Anvisa promete posição sobre novos medicamentos com semaglutida
Agência disse que se manifestará sobre pedidos da EMS e Ávita Care em duas semanas
por César Ferro em e atualizado em
A Anvisa informou que deverá se manifestar nas próximas semanas sobre dois potenciais concorrentes da Novo Nordisk na produção de medicamentos à base de semaglutida. As informações são da Folha de S. Paulo.
Apesar da proximidade do fim da patente do princípio ativo – pertencente à farmacêutica dinamarquesa –, a agência ainda não concedeu aval a nenhum outro fabricante. Mesmo com a sinalização de uma resposta, não há garantia de aprovação.
Segundo a autarquia, os pedidos estão em fase de revisão final interna. As solicitações em questão são da EMS e da Ávita Care. A Anvisa também afirmou ter rejeitado, ainda em dezembro, o pedido de registro de um medicamento à base de liraglutida da Megalabs.
No caso da Ávita, a companhia assumiu o pedido movido pela Momenta, empresa do grupo Eurofarma. A transferência aconteceu após a farmacêutica firmar uma parceria com a Novo Nordisk para viabilizar a entrega de duas novas marcas de semaglutida: a Poviztra e a Extensior.
Anvisa tem mais de 20 medicamentos em análise
Ao todo, a agência analisa 21 pedidos de registro de análogos de GLP-1, sendo 14 à base de semaglutida e sete de liraglutida. Nenhuma dessas solicitações se enquadra na categoria de genérico, o que possibilitaria um acesso mais facilitado à população, por sua precificação ao menos 35% menor do que o medicamento de referência. Esses remédios foram priorizados pela autarquia após pedido do governo federal.
Priorização divide opiniões
A decisão de acelerar a análise desses fármacos dividiu opiniões no setor. De um lado, Interfarma e Sindusfarma apontaram risco de insegurança jurídica e de atraso em outras avaliações; de outro, a PróGenéricos destaca o aumento exponencial na procura por eles e que a medida tem “razões excepcionais de interesse público”.
Segundo documentos internos obtidos pela publicação, técnicos da Anvisa também têm ressalvas quanto à priorização.

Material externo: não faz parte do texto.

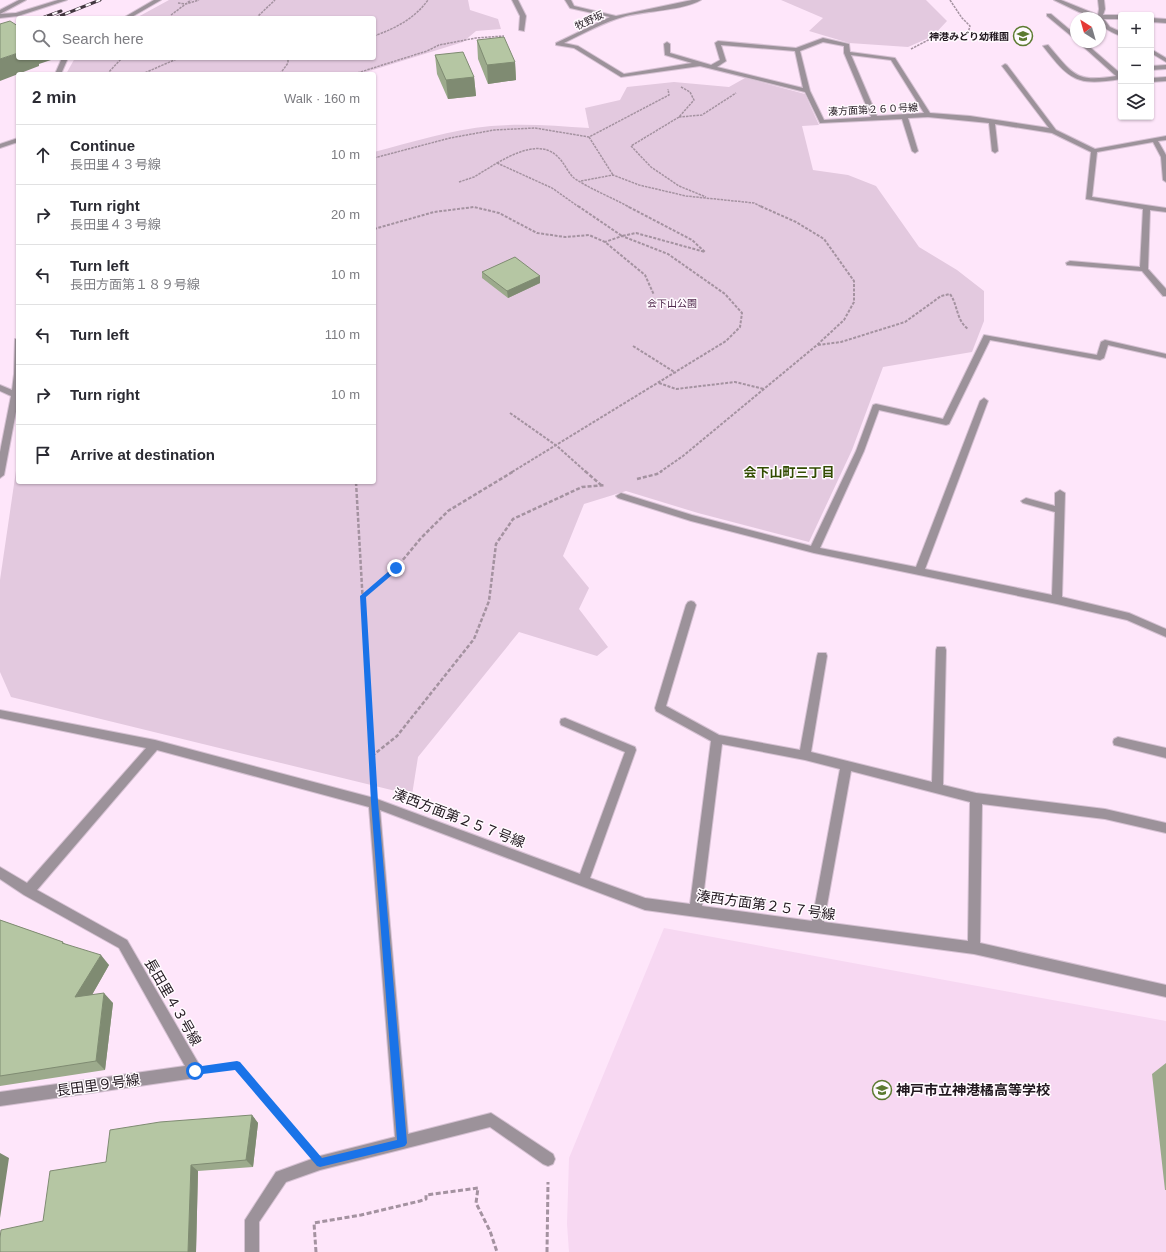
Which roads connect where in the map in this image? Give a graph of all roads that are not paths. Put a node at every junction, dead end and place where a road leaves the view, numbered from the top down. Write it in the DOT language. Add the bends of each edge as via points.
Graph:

Nesses textos, eles afirmam que essa medida pode atrasar o lançamento de terapias que atendam doenças graves, como câncer, epilepsia e Parkinson avançado.
A agência afirma ter definido um limite de processos acelerados para evitar prejuízos a outras terapias. Outro ponto destacado é que os produtos com etapas de fabricação nacional passarão na frente.

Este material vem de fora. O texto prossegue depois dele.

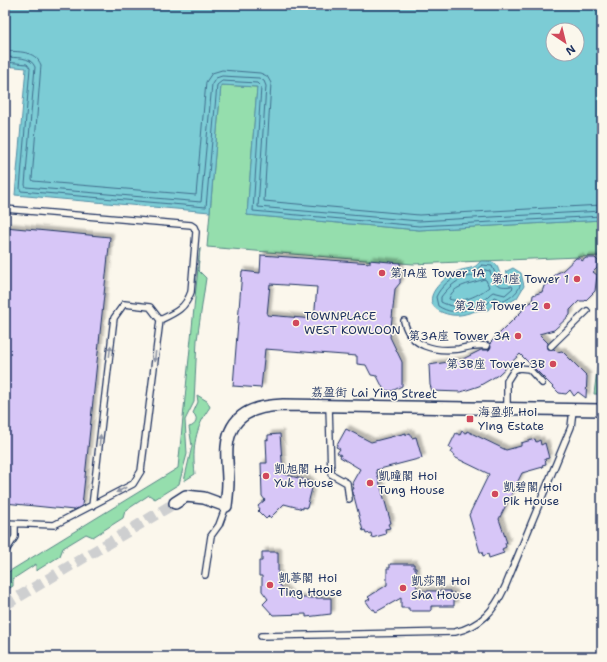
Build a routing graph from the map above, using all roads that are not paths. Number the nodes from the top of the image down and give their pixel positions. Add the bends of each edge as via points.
1 (5, 209) edge
2 (586, 311) dead end
3 (160, 320) junction
4 (404, 321) dead end
5 (487, 346) dead end
6 (551, 346) dead end
7 (508, 365) dead end
8 (514, 370) junction
9 (542, 383) dead end
10 (328, 406) junction
11 (507, 408) junction
12 (574, 410) junction
13 (602, 410) edge
14 (349, 498) dead end
15 (175, 503) tunnel mouth
16 (92, 506) junction
17 (226, 506) junction
18 (5, 523) edge
19 (15, 524) junction
20 (5, 552) edge
21 (205, 575) dead end
22 (261, 636) dead end

1 - 3 lane via 194,227 196,232 188,302 181,310
2 - 6 lane
3 -> 16 lane via 140,471 133,484
16 -> 3 lane via 114,318 124,304 150,307
4 - 5 lane via 413,340 428,348
7 - 8 lane
8 - 9 lane via 530,367
8 - 11 lane via 507,381
10 - 11 street, 荔盈街 Lai Ying Street
10 - 14 lane via 331,474 347,483
10 - 17 street, 荔盈街 Lai Ying Street via 268,406 250,410 241,417 234,425 227,447
11 - 12 street, 荔盈街 Lai Ying Street
12 - 13 street, 荔盈街 Lai Ying Street
12 - 22 lane via 571,427 505,587 496,605 483,620 455,632
15 - 17 street via 186,496 204,498
16 - 19 lane via 54,525
17 - 21 lane via 219,525 211,536
18 - 19 lane
19 - 20 lane via 15,537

Princípio ativo ganhou novas indicações
No início de fevereiro, a autarquia aprovou novas indicações para a semaglutida. O princípio ativo do Ozempic e Wegovy passou a poder ser utilizado em dois novos tratamentos.
As doses mais altas (Wegovy) podem ser indicadas para a redução do risco de eventos cardiovasculares adversos mais graves, como infarto e acidente vascular cerebral (AVC), em adultos com doença cardiovascular estabelecida e obesidade ou sobrepeso. Segundo estudo apresentado pela farmacêutica, o remédio, quando associado à dieta hipocalórica e ao aumento da atividade física, reduz significativamente a ocorrência desses eventos.
Já a dosagem mais baixa (Ozempic) poderá ser utilizada no tratamento de pessoas com diabetes tipo 2 e doença renal crônica. De acordo com a pesquisa, o uso do fármaco, em conjunto com a terapia padrão da doença, reduziu de forma significativa a progressão da insuficiência renal e as mortes causadas por eventos cardiovasculares adversos graves.